Spirit Page 39

Fire was spreading now, leaping from one tent to the next, sending black smoke billowing into the air.

Another generator exploded, also off to his left. The entire carnival was surrounded by fire.

Five generators in a circle. Didn’t get much clearer than that.

Hunter looked for Gabriel, for any of the Merricks. The chaos on the ground was insane: he couldn’t recognize anyone, and the smoke was getting thicker. Several people lay crumpled on the ground, but he couldn’t make out any of them. Sirens screamed somewhere in the distance.

The rage in this fire was familiar: he’d felt it a week ago, during the inferno in the library.


He’d been so stupid. He’d expected her to take out a house. One house.

There had to be hundreds of people here. He could feel the fire spreading, forming a true circle, preventing escape. She was going to kill them all.

And here he sat, fifty feet above the ground, unable to do a damn thing.

“We’re trapped,” said Kate.

Hunter looked at her. His head was clouded with too many complicated emotions, and he had to shut them down.

He studied the multicolored lights along the Ferris wheel supports. The whole thing was really just a big complicated wheel held together by steel bars and high tension wire.

The nearest support was in front of him, but lower, about ten feet away.

No, seven. Seven sounded better.

If he thought about this too long, he’d chicken out.

He climbed onto the safety bar, grabbing the steel frame and holding on.

“Holy crap,” Kate cried. “Are you insane?”

His hands were going to be making an impression in the steel in a second. He could feel sweat beginning to collect under his fingertips. “Don’t rock the car!” he shouted.

She went completely still.

Air whipped around him, excited by the frenzy of activity. He had nowhere near enough control to ask it to help him make this jump, but he tried anyway.

“You’re crazy,” said Kate.

“Thanks for the vote of confidence,” he said.

And then he jumped.

He hit the supports hard. The entire frame rattled. The metal rails were narrower than he’d expected, wet and hard to grip. Blood streaked the white paint, and he realized the rusted metal had sliced into his hands.

It didn’t hurt yet.

That meant it would hurt a lot later.

He swung his legs until he found purchase, then looped an arm around the support to take the pressure off his palms.

He took a glance. His hands were a mess.

Then he heard another scream and realized there were a lot of people a lot worse off than he was.

Hunter started to climb. It was like this stupid Ferris wheel had been built precisely to frustrate him, because each support was about a foot too far from the next for him to reach. He had to climb in, toward the center, before he could start climbing down.

His hands were still bleeding.
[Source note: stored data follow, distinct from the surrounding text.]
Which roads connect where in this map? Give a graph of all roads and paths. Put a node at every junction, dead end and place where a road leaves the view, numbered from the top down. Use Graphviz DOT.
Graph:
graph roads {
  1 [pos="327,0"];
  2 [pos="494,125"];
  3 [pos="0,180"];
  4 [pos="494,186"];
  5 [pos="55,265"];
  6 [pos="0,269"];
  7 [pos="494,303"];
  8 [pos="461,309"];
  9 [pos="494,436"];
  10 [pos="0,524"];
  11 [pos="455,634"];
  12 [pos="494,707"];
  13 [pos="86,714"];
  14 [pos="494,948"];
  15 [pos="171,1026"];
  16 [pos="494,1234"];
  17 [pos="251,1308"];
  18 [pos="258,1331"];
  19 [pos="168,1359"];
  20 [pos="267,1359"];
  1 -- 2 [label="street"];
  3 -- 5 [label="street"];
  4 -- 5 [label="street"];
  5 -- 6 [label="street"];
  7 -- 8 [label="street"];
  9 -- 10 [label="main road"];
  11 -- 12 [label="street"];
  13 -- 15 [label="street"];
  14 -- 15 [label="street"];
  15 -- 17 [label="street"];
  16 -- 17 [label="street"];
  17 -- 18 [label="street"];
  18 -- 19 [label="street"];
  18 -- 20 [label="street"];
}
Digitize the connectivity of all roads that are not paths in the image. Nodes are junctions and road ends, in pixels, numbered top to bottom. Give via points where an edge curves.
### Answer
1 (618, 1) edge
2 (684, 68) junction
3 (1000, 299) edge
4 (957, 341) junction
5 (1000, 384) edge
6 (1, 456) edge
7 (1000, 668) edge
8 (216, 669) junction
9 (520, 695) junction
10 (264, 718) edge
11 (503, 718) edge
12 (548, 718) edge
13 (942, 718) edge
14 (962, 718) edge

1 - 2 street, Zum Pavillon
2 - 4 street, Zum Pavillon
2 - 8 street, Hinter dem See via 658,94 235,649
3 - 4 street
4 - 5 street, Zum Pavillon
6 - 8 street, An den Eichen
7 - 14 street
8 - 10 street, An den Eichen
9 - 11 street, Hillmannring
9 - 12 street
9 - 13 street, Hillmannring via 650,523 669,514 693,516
They kept slipping.

Something hit the Ferris wheel and sent a shudder through the frame. He swore and had to loop an arm to stay upright. Had some idiot tried to follow him?

Yes. Kate.

She’d taken the impact better than he had—or maybe she’d just learned from watching him. She’d caught the bars with her arms, and now sat braced in the corner where two supports met. Hunter felt a moment of panic, wondering if he should climb up to help her—or continue climbing down.
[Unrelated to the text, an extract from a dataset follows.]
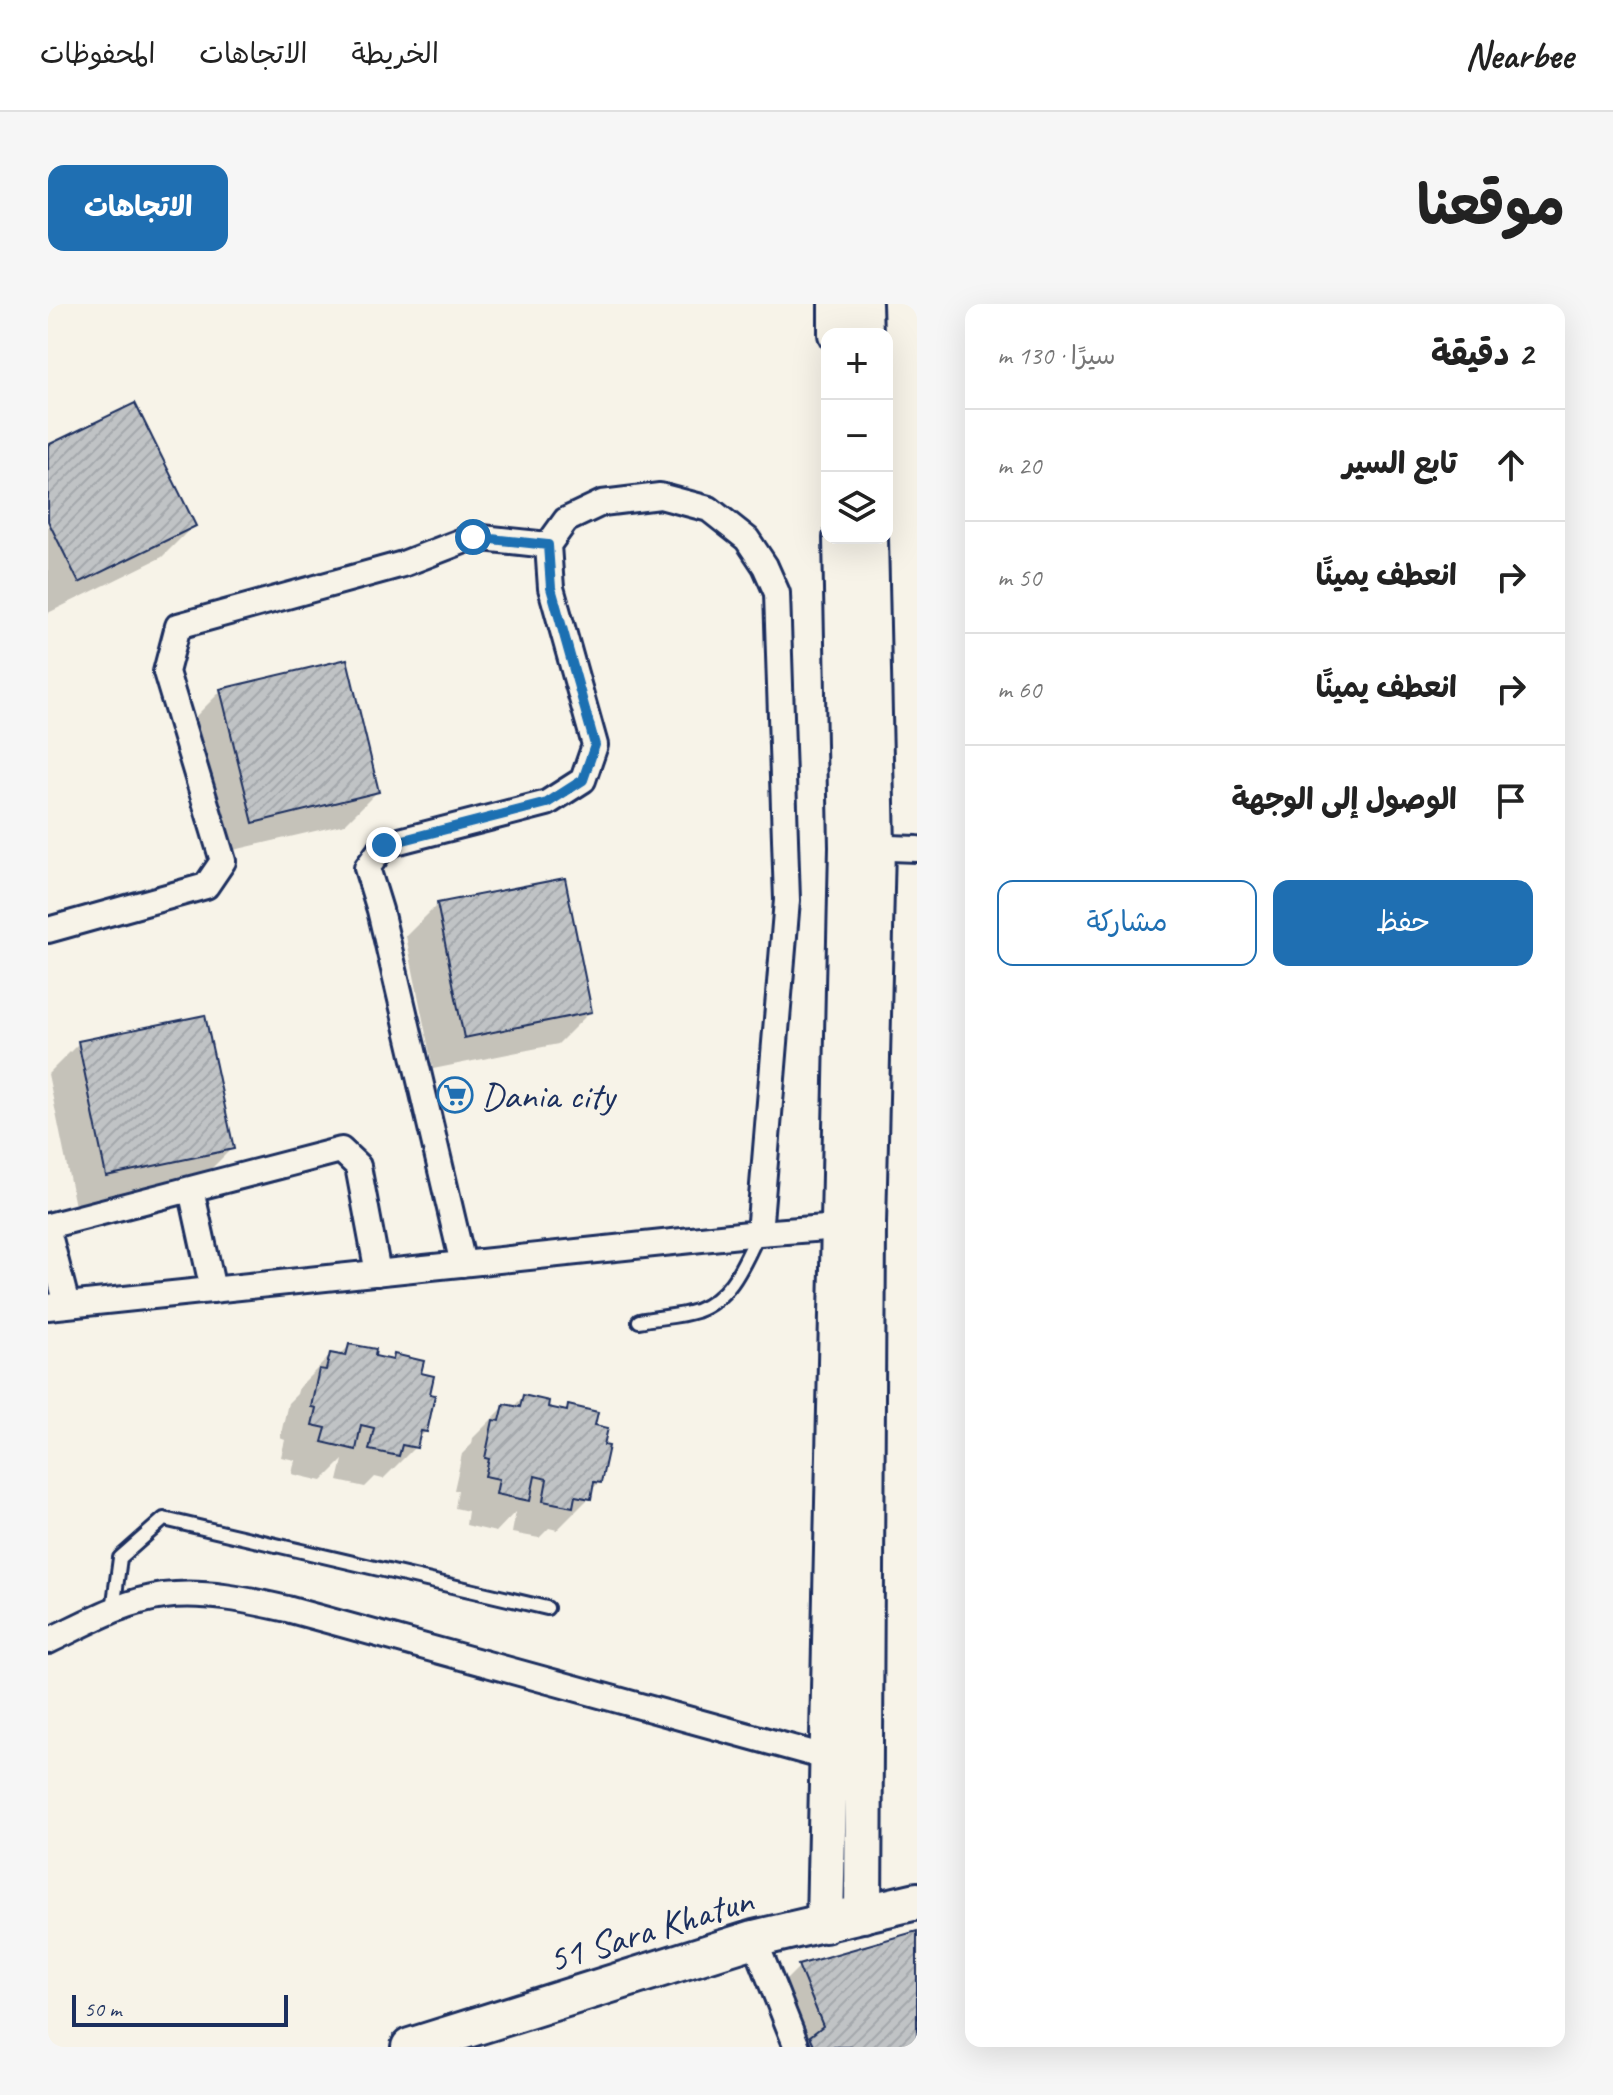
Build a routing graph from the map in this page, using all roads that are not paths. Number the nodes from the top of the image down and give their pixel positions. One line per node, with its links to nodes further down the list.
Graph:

But then she started to move, and he realized he should be following her lead.

Kate moved like a frigging acrobat. She twisted between the supports as if they’d been assembled specifically for her use. She’d almost caught up to him in a quarter of the time it had taken him to cross the same distance.
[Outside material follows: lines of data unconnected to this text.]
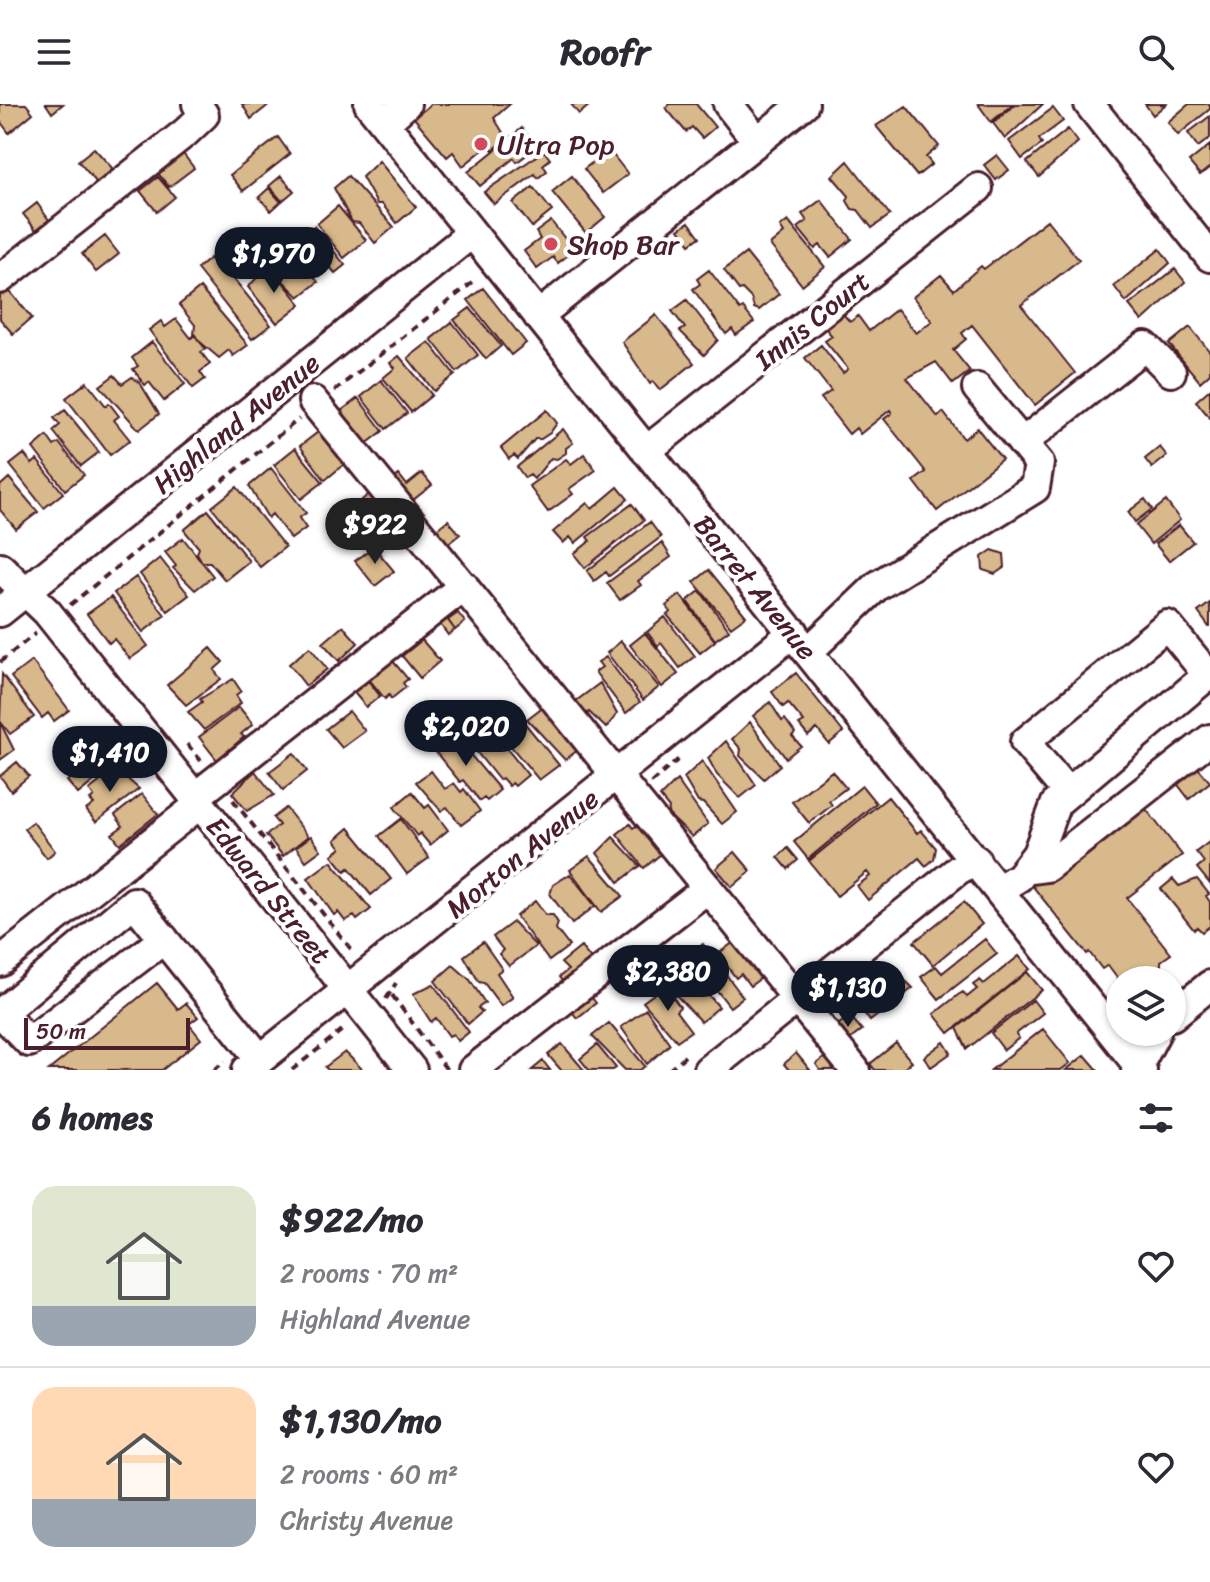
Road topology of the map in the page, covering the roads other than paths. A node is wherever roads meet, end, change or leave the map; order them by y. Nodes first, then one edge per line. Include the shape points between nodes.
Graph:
1 (197, 104) edge
2 (406, 104) edge
3 (728, 104) edge
4 (804, 104) edge
5 (1089, 104) edge
6 (377, 114) edge
7 (757, 141) junction
8 (978, 188) dead end
9 (472, 233) junction
10 (1209, 255) edge
11 (0, 279) edge
12 (538, 316) junction
13 (1171, 372) dead end
14 (977, 388) dead end
15 (315, 403) road end
16 (1022, 443) junction
17 (646, 451) junction
18 (0, 567) edge
19 (464, 586) junction
20 (25, 592) junction
21 (0, 612) edge
22 (802, 642) junction
23 (1210, 739) edge
24 (618, 775) junction
25 (1068, 793) junction
26 (204, 794) junction
27 (976, 860) junction
28 (1025, 870) junction
29 (708, 888) junction
30 (998, 890) junction
31 (164, 939) junction
32 (0, 962) edge
33 (1210, 985) edge
34 (348, 990) junction
35 (796, 998) junction
36 (1186, 1005) edge
37 (1149, 1046) edge
38 (254, 1064) edge
39 (1139, 1068) edge
40 (412, 1070) edge
41 (473, 1070) edge
42 (708, 1070) edge
43 (855, 1070) edge

1 - 11 street via 204,115 186,132
2 - 6 street
3 - 7 street
4 - 7 street
5 - 10 street
6 - 9 street, Barret Avenue
7 - 12 street
8 - 17 street, Innis Court
9 - 12 street, Barret Avenue
9 - 20 street, Highland Avenue
12 - 17 street, Barret Avenue
13 - 16 street via 1145,346
14 - 16 street, Morton Avenue
15 - 19 street
16 - 22 street, Morton Avenue via 1039,463 1035,488 877,586
17 - 22 street, Barret Avenue
18 - 20 street, Edward Street
19 - 24 street
19 - 26 street
20 - 21 street, Highland Avenue
20 - 26 street, Edward Street via 69,614
22 - 24 street, Morton Avenue
22 - 27 street, Barret Avenue
23 - 28 street via 1047,867
24 - 29 street
24 - 34 street, Morton Avenue
25 - 25 street via 1208,675 1167,625 1025,742
25 - 28 street via 1056,803 1037,854
26 - 32 street
26 - 34 street, Edward Street
27 - 30 street, Barret Avenue
27 - 35 street
28 - 30 street
29 - 35 street
29 - 41 street
30 - 39 street, Barret Avenue
31 - 31 street via 134,902 1,1013 29,1042
31 - 38 street
33 - 36 street
34 - 38 street, Morton Avenue
34 - 40 street, Edward Street
35 - 42 street
35 - 43 street
37 - 39 street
She looked like she belonged in a movie, her blond hair and fair skin striking against the backdrop of the Ferris wheel lightbulbs and the smoky blaze behind her.

“Seriously,” she called. “The staring?”

He shook himself and kept climbing. His palms burned but he ignored it.

The ride had stopped between passengers, so no car sat by the booth. The wheel stopped about ten feet above the platform—which was a six-foot square with a tiny operator booth, sitting about ten feet above the ground.

If he missed this jump, it would almost be worse than the first one. The first would have killed him.

This one would just hurt like a bitch.

He let go and dropped.

It hurt anyway. He felt the impact through his ankles and into his knees.

But he was down, and he was alive. Kate landed beside him, absorbing the jump like a cat.

They stared at each other for a moment. People were still screaming overhead, begging for someone to get them down.

He could still feel their panic.

He could also feel Kate’s hesitation.

If she wasn’t going to take action, he needed to. He gave her a quick shove toward the controls. “Get them down!” he said. “Before this generator goes.”

Then he didn’t look back. He leapt off the platform and went after Calla.

Fire was everywhere. Flames had jumped from the exterior booths to the food stands, and lightbulbs were popping left and right. The heat was intense, and people were running in panicked circles.

He couldn’t even help them—there was no way out until the fire was stopped.

Hunter felt for the cord of power holding this inferno together.

Then he followed it.

At the center, of course. He should have known.

Calla stood amidst the flames, her expression one of glee. The fire was hottest here, and bodies littered the ground around her. He didn’t want to know which ones were dead, but his senses told him.